Oui mais voilà, si on peut continuer à faire la litanie de ses défauts, la force de VORTEX réside ailleurs. Dans son récit, resserré sur 6 épisodes sans réelle baisse de rythme dans son écriture, qui permet à une banale enquête policière de se voir agrémentée d’éléments de science-fiction et d’une touche fantastique assez intéressants. L’idée de base offrait un beau potentiel, et si la série reste parfois sur la retenue, elle n’en reste pas moins consistante. Certaines incohérences temporelles sont flagrantes ? Les réactions des protagonistes sont parfois surprenantes pour ne pas dire déconcertantes ? Oui, mais une cohérence globale permet à l’intrigue principale d’évoluer sereinement jusqu’à un final convenu mais très convenable.

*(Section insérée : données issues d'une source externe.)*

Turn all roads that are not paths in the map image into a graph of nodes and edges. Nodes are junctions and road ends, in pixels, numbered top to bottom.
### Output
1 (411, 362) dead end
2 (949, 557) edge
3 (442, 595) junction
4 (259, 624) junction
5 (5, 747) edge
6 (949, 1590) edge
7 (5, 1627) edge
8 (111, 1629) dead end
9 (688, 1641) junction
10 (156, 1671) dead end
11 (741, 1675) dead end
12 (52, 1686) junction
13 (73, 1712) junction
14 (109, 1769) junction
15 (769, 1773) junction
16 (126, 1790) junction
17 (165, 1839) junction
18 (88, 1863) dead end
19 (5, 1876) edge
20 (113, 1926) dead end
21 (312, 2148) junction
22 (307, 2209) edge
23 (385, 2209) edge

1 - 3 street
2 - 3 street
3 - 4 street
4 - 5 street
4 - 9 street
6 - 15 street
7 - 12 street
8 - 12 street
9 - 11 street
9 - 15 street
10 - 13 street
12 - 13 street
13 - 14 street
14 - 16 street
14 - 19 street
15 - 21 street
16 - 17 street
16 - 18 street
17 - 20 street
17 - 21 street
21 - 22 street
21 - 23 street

N'y cherchez pas un joyau évident alors que c'est en réalité une pépite cachée qui ne demande qu’une chance pour briller : vous y trouverez alors un divertissement plus qu’honnête, de bonne facture et chassant allègrement du côté des thrillers d’anticipations anglo-saxonnes (productions BBC et autres Black Mirror). Pour cela, il faut accepter d'être pris dans le vortex.